The outcome of a risk event is also binary: Your business can either continue its normal operations or it can't. If your business can't continue in a normal manner, how much money will you lose this month, this quarter or this year?
The impact on the bottom line dictates the level of investment in risk-outcome mitigation. By focusing on mitigating the outcome of a risk and not on the risk itself, you invest in protection in direct proportion to the data's value to the business. You can get a handle on risk mitigation by having a production strategy that permits operations to continue in the event your production site is impacted, disabled, inaccessible or totally destroyed.

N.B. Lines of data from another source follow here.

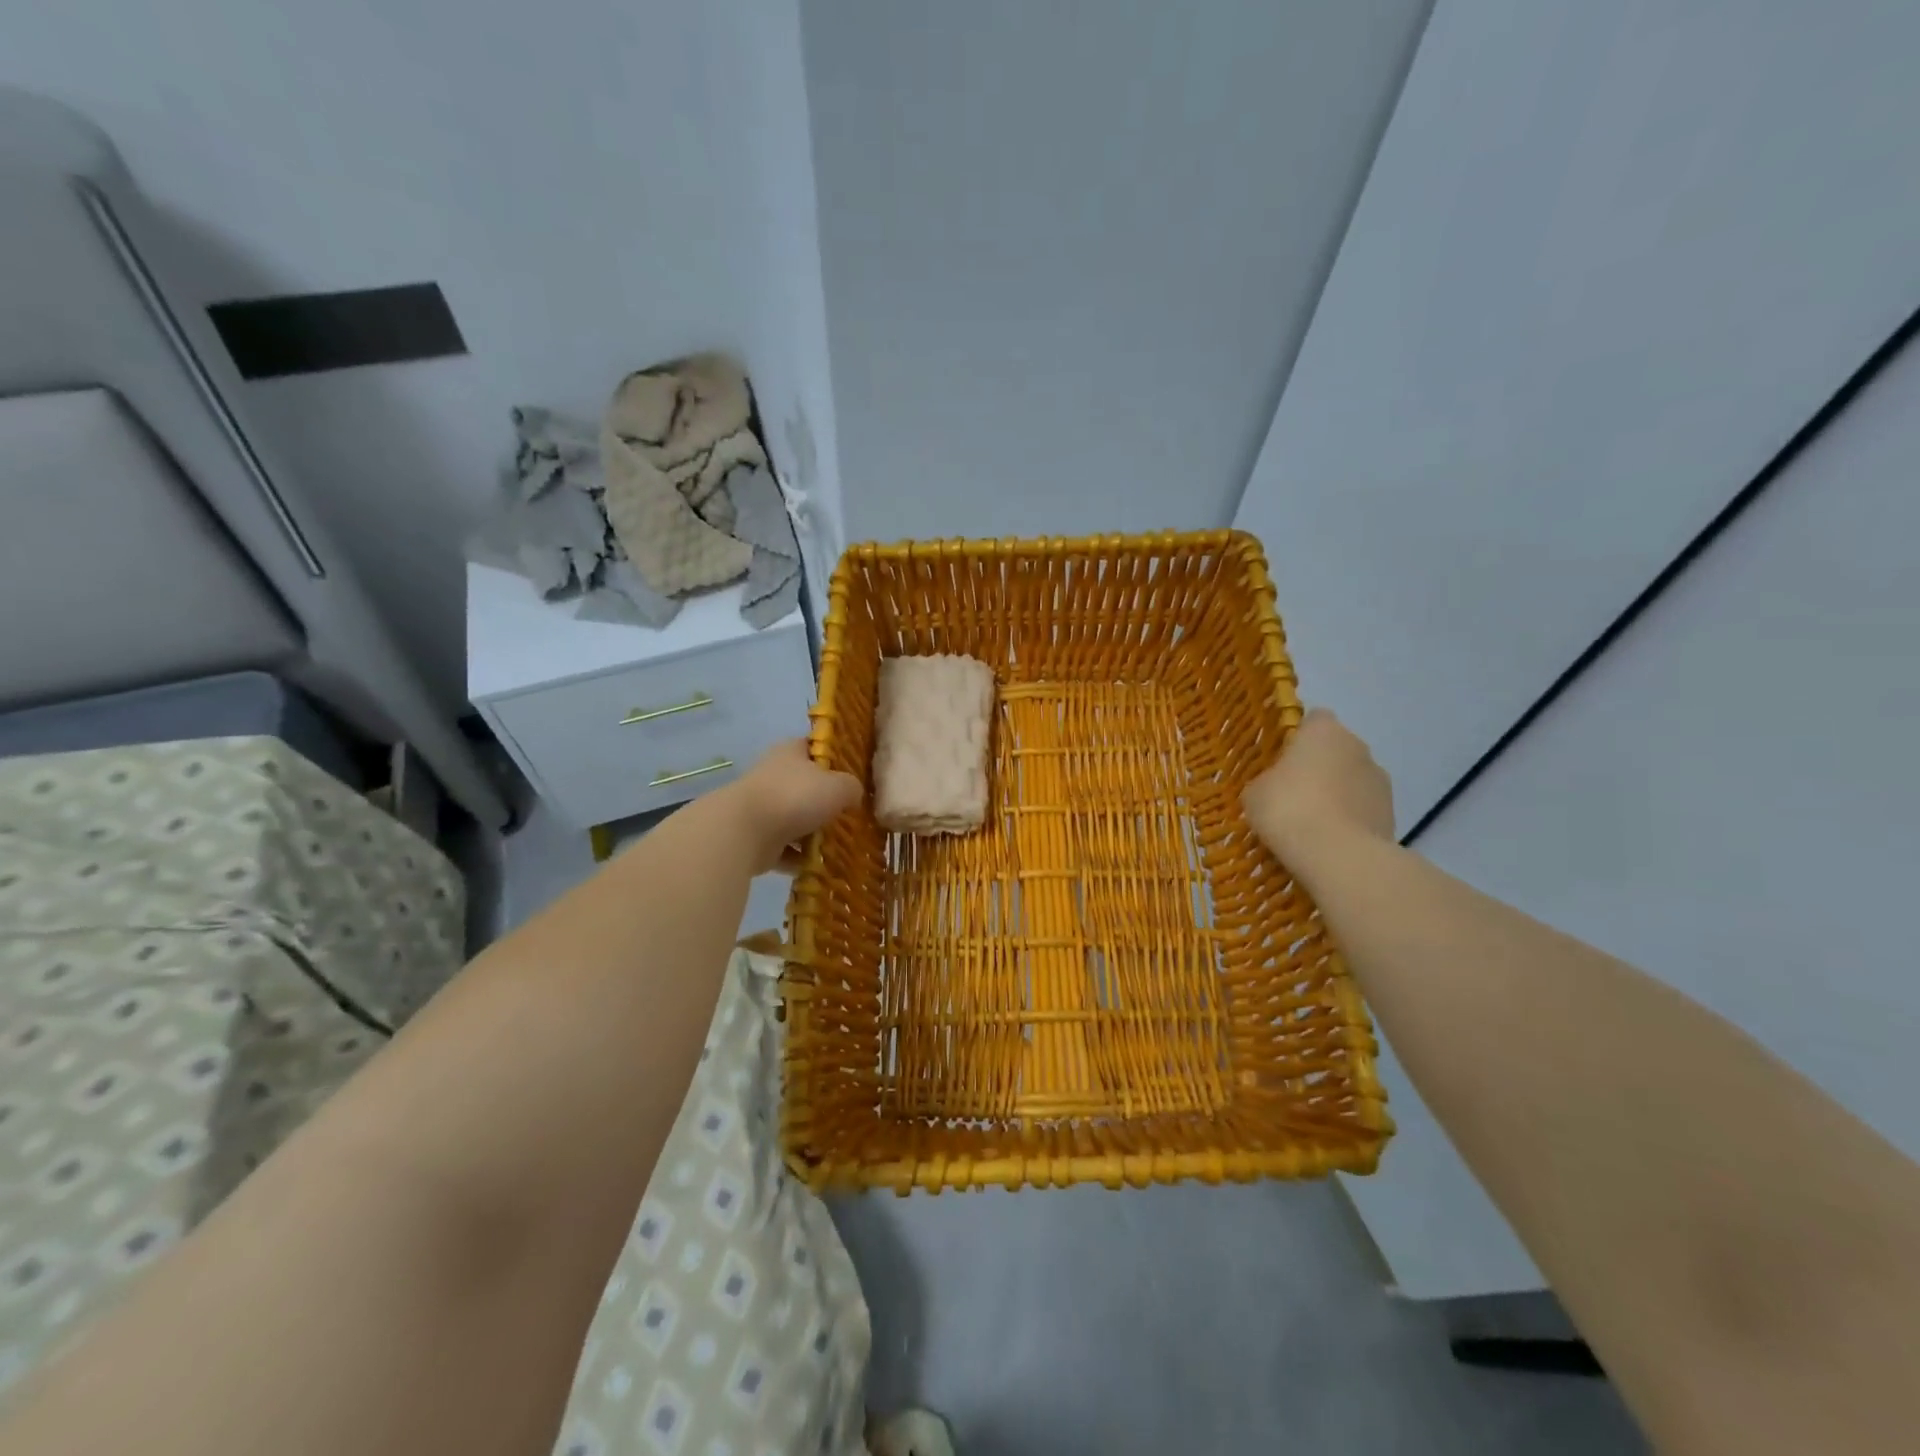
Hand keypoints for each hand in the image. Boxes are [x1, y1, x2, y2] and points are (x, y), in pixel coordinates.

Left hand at [718, 739, 862, 872]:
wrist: (744, 832)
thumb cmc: (795, 797)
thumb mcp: (838, 786)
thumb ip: (852, 787)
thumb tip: (853, 795)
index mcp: (790, 752)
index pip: (814, 746)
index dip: (833, 757)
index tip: (852, 774)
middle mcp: (774, 775)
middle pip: (806, 786)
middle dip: (825, 801)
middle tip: (849, 814)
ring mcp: (762, 807)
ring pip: (795, 819)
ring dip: (812, 833)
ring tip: (838, 844)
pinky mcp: (755, 838)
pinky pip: (784, 848)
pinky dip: (798, 857)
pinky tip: (817, 865)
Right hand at [1242, 708, 1394, 861]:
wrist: (1339, 856)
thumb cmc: (1288, 810)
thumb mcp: (1255, 793)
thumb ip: (1267, 780)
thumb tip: (1276, 786)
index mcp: (1324, 731)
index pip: (1314, 719)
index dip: (1298, 737)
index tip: (1282, 759)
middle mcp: (1358, 746)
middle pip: (1335, 750)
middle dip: (1318, 767)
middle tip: (1293, 794)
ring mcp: (1380, 780)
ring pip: (1351, 779)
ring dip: (1337, 793)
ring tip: (1313, 823)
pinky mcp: (1392, 812)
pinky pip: (1362, 808)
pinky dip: (1350, 818)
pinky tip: (1330, 840)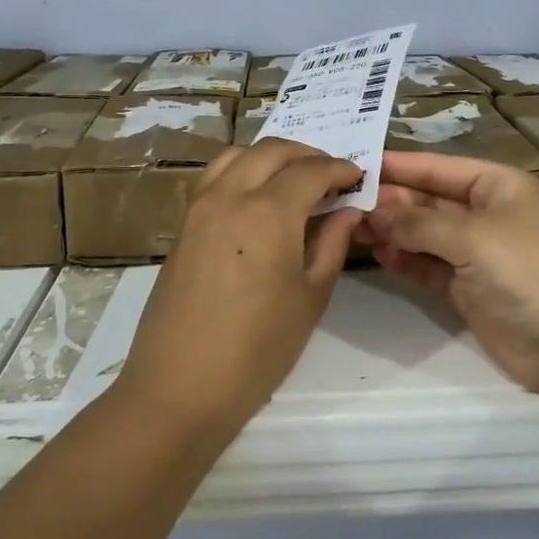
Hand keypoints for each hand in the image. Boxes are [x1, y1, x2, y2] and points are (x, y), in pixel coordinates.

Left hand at [116, 139, 364, 434]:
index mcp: (268, 212)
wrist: (180, 387)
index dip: (339, 169)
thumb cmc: (258, 349)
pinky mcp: (183, 225)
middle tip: (331, 175)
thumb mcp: (311, 297)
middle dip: (307, 154)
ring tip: (295, 179)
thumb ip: (333, 243)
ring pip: (237, 155)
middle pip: (272, 151)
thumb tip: (348, 210)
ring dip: (271, 156)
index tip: (359, 176)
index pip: (311, 171)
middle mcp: (230, 195)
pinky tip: (259, 198)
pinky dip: (243, 170)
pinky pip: (215, 177)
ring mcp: (199, 208)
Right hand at [357, 152, 538, 396]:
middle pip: (428, 199)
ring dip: (392, 231)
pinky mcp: (467, 287)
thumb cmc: (528, 269)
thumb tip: (374, 212)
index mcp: (496, 185)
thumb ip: (418, 222)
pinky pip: (427, 265)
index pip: (438, 167)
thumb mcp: (473, 235)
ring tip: (352, 228)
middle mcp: (485, 213)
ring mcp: (476, 252)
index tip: (354, 164)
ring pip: (424, 234)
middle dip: (390, 201)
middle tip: (343, 203)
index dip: (398, 166)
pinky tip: (378, 254)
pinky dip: (404, 259)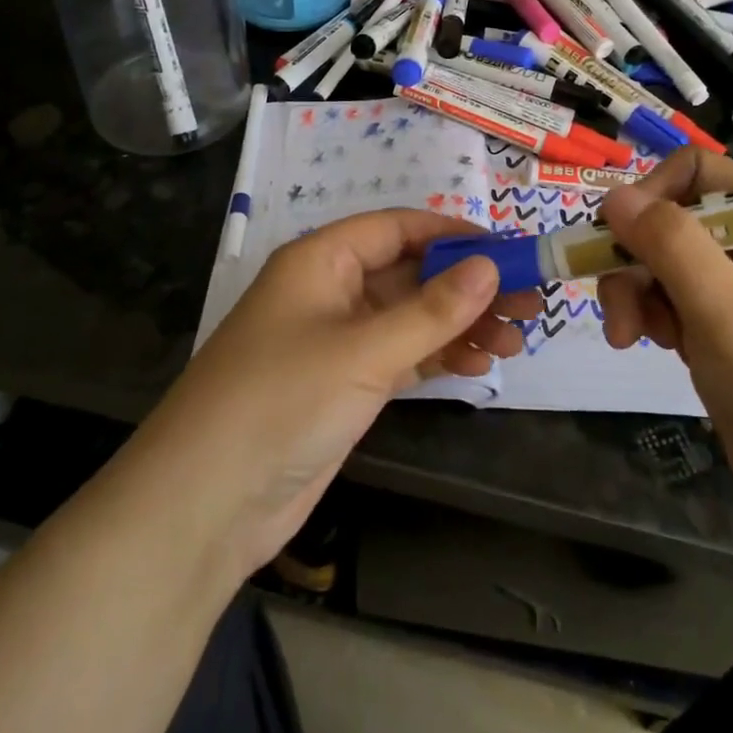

Business-continuance planning is the ultimate risk-mitigation strategy because it doesn't matter what unexpected risk occurs, how probable that risk may have been or how easy it was to predict. The answer remains the same: High-value business data must be on an infrastructure capable of business needs-driven availability.
Conventional disaster recovery plans that depend on data recovery and execution at a chosen alternate site can be out of date before they're published. Despite significant investment, conventional disaster recovery plans may be incapable of executing to target expectations.
The bottom-line requirement for effective risk mitigation is a comprehensive disaster recovery capability that's integrated into the production environment and supported by an equally developed business-continuance plan. The ability to truly control risk in today's uncertain world can only be achieved by building continuance into every component of the infrastructure.